What is the "U\+[0-9A-F]{4,6}" notation for specifying a Unicode character called?

What is the name of this notation? For example, if I want to say of the character U+2603 SNOWMAN,

The _____ of the Snowman character is "U+2603".

what should replace the _____ to make the statement accurate (but would not make it accurate if instead of literally "U+2603" it said something else, like "2603" or "9731")?

The Wikipedia page for Unicode describes the convention of writing U+ and then some hexadecimal digits, without giving it a name.

Upvotes: 0

Views: 189

Answers (2)

Jukka K. Korpela
Jukka K. Korpela

Reputation: 201886

The notation has no official name. The Unicode standard, v. 7, says in clause 2.4:

When referring to code points in the Unicode Standard, the usual practice is to refer to them by their numeric value expressed in hexadecimal, with a “U+” prefix. (See Appendix A, Notational Conventions.)

Appendix A says:

In running text, an individual Unicode code point is expressed as U+n, where n is four to six hexadecimal digits, using the digits 0–9 and uppercase letters A–F (for 10 through 15, respectively). Leading zeros are omitted, unless the code point would have fewer than four hexadecimal digits—for example, U+0001, U+0012, U+0123, U+1234, U+12345, U+102345.

  • U+0416 is the Unicode code point for the character named cyrillic capital letter zhe.

The U+ may be omitted for brevity in tables or when denoting ranges.

So the thing closest to an official name would be “U+n notation”. But it isn’t given as a name; it’s just part of a description, with n being a placeholder.

In the notation, the “U+” part just informs and manifests that the following digits are to be interpreted as a code point in the hexadecimal notation. So you can say “The code point of the Snowman character is 2603 in hexadecimal” or “The code point of the Snowman character is U+2603”.

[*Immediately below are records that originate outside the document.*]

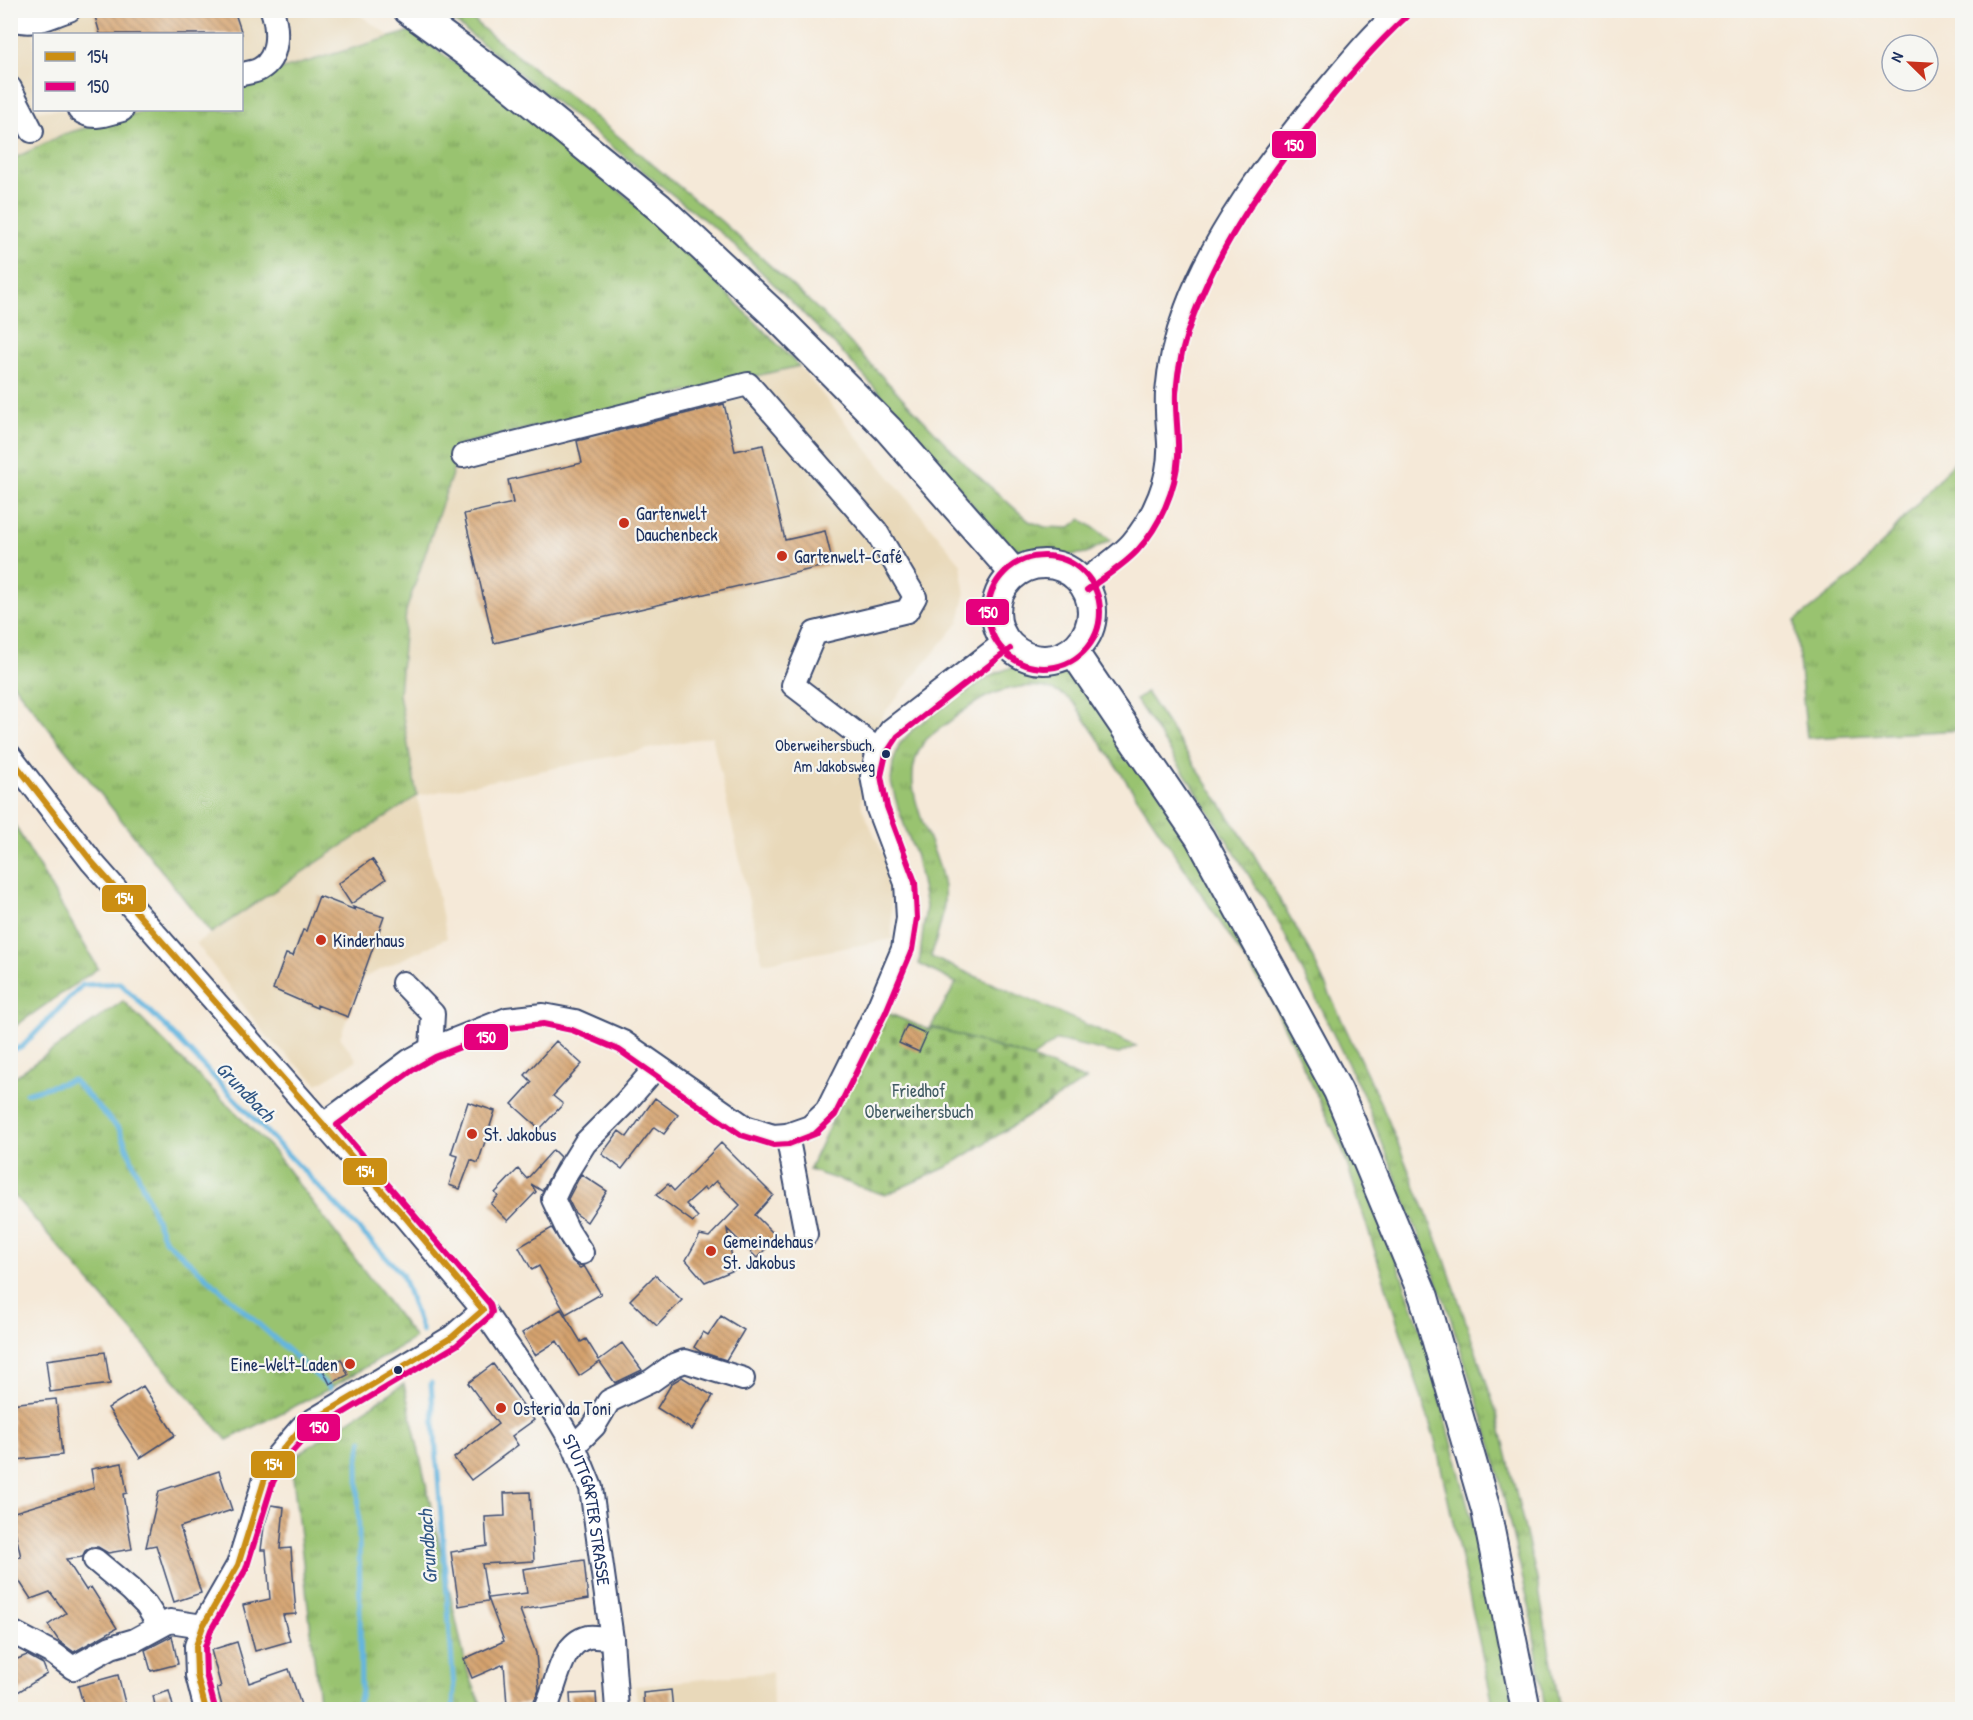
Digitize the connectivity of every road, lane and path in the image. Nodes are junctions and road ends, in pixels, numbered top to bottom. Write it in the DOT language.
graph roads {
  1 [pos="69,10"];
  2 [pos="272,10"];
  3 [pos="408,10"];
  4 [pos="1400,10"];
  5 [pos="10,19"];
  6 [pos="38,28"];
  7 [pos="243,75"];
  8 [pos="10,88"];
  9 [pos="81,111"];
  10 [pos="118,111"];
  11 [pos="32,131"];
  12 [pos="463,456"];
  13 [pos="1015,574"];
  14 [pos="1082,583"];
  15 [pos="1005,642"];
  16 [pos="1073,651"];
  17 [pos="878,750"];
  18 [pos="10,756"];
  19 [pos="403,982"];
  20 [pos="431,1049"];
  21 [pos="657,1066"];
  22 [pos="324,1124"];
  23 [pos="788,1135"];
  24 [pos="806,1234"];
  25 [pos="582,1253"];
  26 [pos="483,1310"];
  27 [pos="743,1379"];
  28 [pos="574,1446"];
  29 [pos="95,1560"];
  30 [pos="159,1626"];
  31 [pos="202,1626"];
  32 [pos="10,1631"];
  33 [pos="612,1639"];
  34 [pos="206,1710"];
  35 [pos="545,1710"];
  36 [pos="617,1710"];
  37 [pos="1526,1710"];
  1 -- 6 [label="street"];
  2 -- 7 [label="street"];
  3 -- 13 [label="main road"];
  4 -- 14 [label="street"];
  5 -- 6 [label="street"];
  8 -- 11 [label="street"];
  9 -- 10 [label="street"];
  12 -- 17 [label="street"];
  13 -- 14 [label="main road"];
  13 -- 15 [label="main road"];
  14 -- 16 [label="main road"];
  15 -- 16 [label="main road"];
  15 -- 17 [label="street"];
  16 -- 37 [label="main road"];
  17 -- 23 [label="street"];
  18 -- 22 [label="street, STUTTGARTER STRASSE"];
  19 -- 20 [label="street"];
  20 -- 21 [label="street"];
  20 -- 22 [label="street"];
  21 -- 23 [label="street"];
  21 -- 25 [label="street"];
  22 -- 26 [label="street, STUTTGARTER STRASSE"];
  23 -- 24 [label="street"];
  26 -- 28 [label="street, STUTTGARTER STRASSE"];
  26 -- 31 [label="street"];
  27 -- 28 [label="street"];
  28 -- 33 [label="street, STUTTGARTER STRASSE"];
  29 -- 30 [label="street"];
  30 -- 31 [label="street"];
  30 -- 32 [label="street"];
  31 -- 34 [label="street"];
  33 -- 35 [label="street"];
  33 -- 36 [label="street, STUTTGARTER STRASSE"];
}
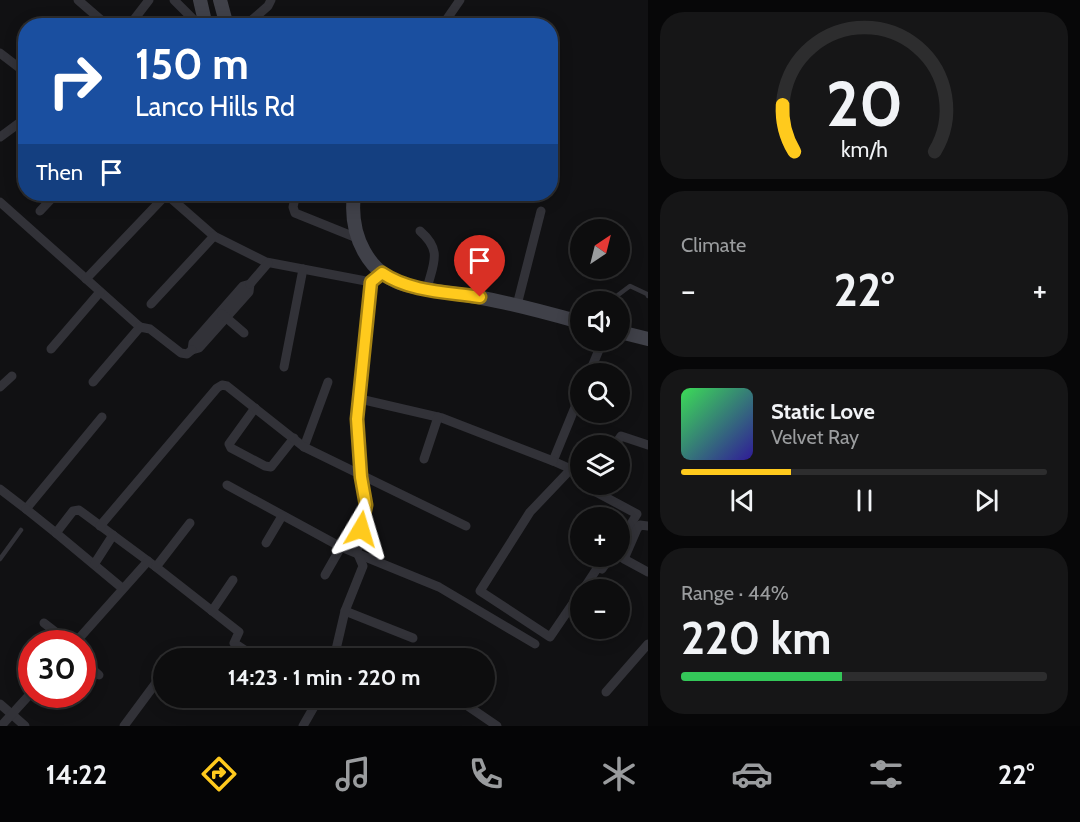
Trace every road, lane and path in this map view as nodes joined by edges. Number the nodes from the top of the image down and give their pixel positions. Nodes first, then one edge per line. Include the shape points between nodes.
1 (78, 0) edge
2 (149, 0) edge
3 (174, 0) edge
4 (200, 0) edge
5 (220, 0) edge
6 (271, 0) edge
7 (460, 0) edge
8 (99, 18) edge
9 (135, 18) edge
10 (192, 18) edge
11 (204, 18) edge
12 (225, 18) edge
13 (254, 18) edge
14 (448, 18) edge
15 (0, 53) edge
16 (18, 67) edge
17 (18, 124) edge
18 (0, 137) edge
19 (49, 201) edge
20 (160, 201) edge
21 (175, 201) edge
22 (294, 201) edge
23 (354, 201) edge
24 (0, 202) edge
25 (40, 211) dead end
26 (541, 211) dead end
27 (420, 231) dead end
28 (214, 236) junction
29 (357, 238) junction
30 (268, 262) junction
31 (303, 269) junction
32 (382, 273) junction
33 (86, 279) junction
34 (371, 282) junction
35 (427, 289) junction
36 (623, 291) edge
37 (100, 292) junction
38 (648, 296) edge
39 (151, 304) dead end
40 (517, 305) junction
41 (223, 315) junction
42 (570, 319) edge
43 (140, 327) junction
44 (648, 329) edge
45 (244, 333) dead end
46 (630, 334) edge
47 (648, 339) edge
48 (51, 349) dead end
49 (284, 367) dead end
50 (12, 376) dead end
51 (328, 381) dead end
52 (93, 382) dead end
53 (0, 387) edge
54 (360, 399) junction
55 (255, 408) junction
56 (102, 417) dead end
57 (438, 417) junction
58 (570, 419) edge
59 (294, 438) junction
60 (630, 439) edge
61 (648, 445) edge
62 (304, 447) junction
63 (424, 459) dead end
64 (553, 461) junction
65 (567, 472) junction
66 (570, 472) edge
67 (570, 475) edge
68 (361, 477) junction
69 (227, 485) dead end
70 (0, 489) edge
71 (602, 495) edge
72 (624, 507) edge
73 (26, 509) junction
74 (630, 510) edge
75 (282, 516) junction
76 (190, 523) dead end
77 (100, 526) junction
78 (466, 526) dead end
79 (630, 526) edge
80 (648, 526) edge
81 (21, 530) dead end
82 (56, 533) junction
83 (113, 535) junction
84 (266, 543) dead end
85 (341, 547) junction
86 (357, 552) junction
87 (0, 559) edge
88 (95, 563) junction
89 (152, 564) junction
90 (648, 572) edge
91 (326, 574) dead end
92 (233, 580) dead end
93 (122, 588) junction
94 (570, 608) edge
95 (345, 610) junction
96 (212, 611) junction
97 (44, 623) dead end
98 (53, 630) edge
99 (84, 630) edge
100 (413, 638) dead end
101 (535, 644) dead end
102 (648, 644) edge
103 (240, 648) edge
104 (336, 648) edge
105 (96, 672) edge
106 (99, 675) dead end
107 (153, 687) edge
108 (606, 692) dead end
109 (0, 704) edge
110 (18, 708) edge
111 (313, 708) edge
112 (471, 708) edge
113 (12, 715) junction
114 (2, 726) edge
115 (26, 726) edge
116 (124, 726) edge
117 (303, 726) edge
118 (497, 726) edge

1 - 8 street
2 - 9 street
3 - 10 street
4 - 11 street
5 - 12 street
6 - 13 street
7 - 14 street
15 - 16 street
17 - 18 street
19 - 25 street
20 - 33 street
21 - 28 street
22 - 29 street via 295,213
23 - 29 street
24 - 33 street
26 - 40 street
27 - 35 street via 430,239 435,252
28 - 30 street
28 - 39 street
29 - 32 street
30 - 31 street
30 - 41 street via 250,284 243,286
31 - 34 street
31 - 49 street
32 - 34 street
32 - 35 street via 408,286
33 - 37 street
34 - 54 street
35 - 40 street
36 - 38 lane via 630,286
37 - 43 street
37 - 48 street
40 - 42 street
41 - 43 street via 193,343 187,354
41 - 45 street
43 - 52 street
44 - 47 lane
46 - 47 street
50 - 53 street
51 - 62 street
54 - 57 street
54 - 68 street via 357,419
55 - 59 street
55 - 59 street via 229,444 231,448 271,467
55 - 77 street via 227,386 217,388
56 - 73 street
57 - 63 street
57 - 64 street
58 - 64 street
59 - 62 street
60 - 61 street
62 - 68 street
64 - 65 street
65 - 66 street
65 - 67 street
65 - 94 street via 530,512 480,591 550,637
68 - 78 street
68 - 86 street via 366,505
69 - 75 street
70 - 73 street
71 - 72 street
73 - 82 street
74 - 79 street via 637,514
75 - 84 street
75 - 85 street
76 - 89 street
77 - 82 street via 78,510
77 - 83 street
80 - 90 street via 640,525 624,559
81 - 87 lane
82 - 88 street
83 - 88 street
83 - 89 street
85 - 86 street
85 - 91 street
86 - 95 street via 363,566
86 - 101 street via 439,587
88 - 93 street
89 - 93 street
89 - 96 street
92 - 96 street
93 - 99 street
95 - 100 street
95 - 104 street
96 - 103 street via 239,632 234,644
97 - 98 street
102 - 108 street
105 - 106 street
107 - 116 street
109 - 113 street
110 - 113 street
111 - 117 street
112 - 118 street
113 - 114 street
113 - 115 street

There is seldom any need to distinguish between the notations 2603 and U+2603. You just use whichever is more suitable on practical grounds, and explain it if necessary. But here’s an example of a case where a distinction needs to made and how it can be made: In Microsoft Office Word, you can enter a Unicode character by entering its code number in hexadecimal and then pressing AltX; however, if the preceding character is a letter A–F, a–f, X, or x or a digit 0–9, you need to precede the code number by the two characters “U+” or “u+”. (Note that any name for the notation would not help much, especially since no name is generally known and understood.)

Upvotes: 2

BoltClock
BoltClock

Reputation: 724522

Strictly speaking, the term that would fill in the blank is code point:

The code point of the Snowman character is "U+2603".

This term is first used in this section of the Wikipedia article for Unicode:

In text processing, Unicode takes the role of providing a unique code point—a number, not a glyph—for each character.

And the connection between it and the "U+" notation is made a little further down:

Normally a Unicode code point is referred to by writing "U+" followed by its hexadecimal number. For code points in the Basic Multilingual Plane (BMP), four digits are used (e.g. U+0058 for the character LATIN CAPITAL LETTER X); for code points outside the BMP, five or six digits are used, as required (e.g. U+E0001 for the character LANGUAGE TAG and U+10FFFD for the character PRIVATE USE CHARACTER-10FFFD).

However, the notation itself doesn't have a name, probably because it doesn't need one. It's just a way of representing a code point in writing. The only documents I can find on the Web that make a reference to the notation simply call it "the U+nnnn notation" or something similar. Even the Unicode spec makes no direct reference to the notation; it simply uses it when referring to a code point.

If "U+2603" were "2603" instead, then I would probably say:

The Unicode hexadecimal value of the Snowman character is 2603.

Likewise for "9731":

The Unicode decimal value of the Snowman character is 9731.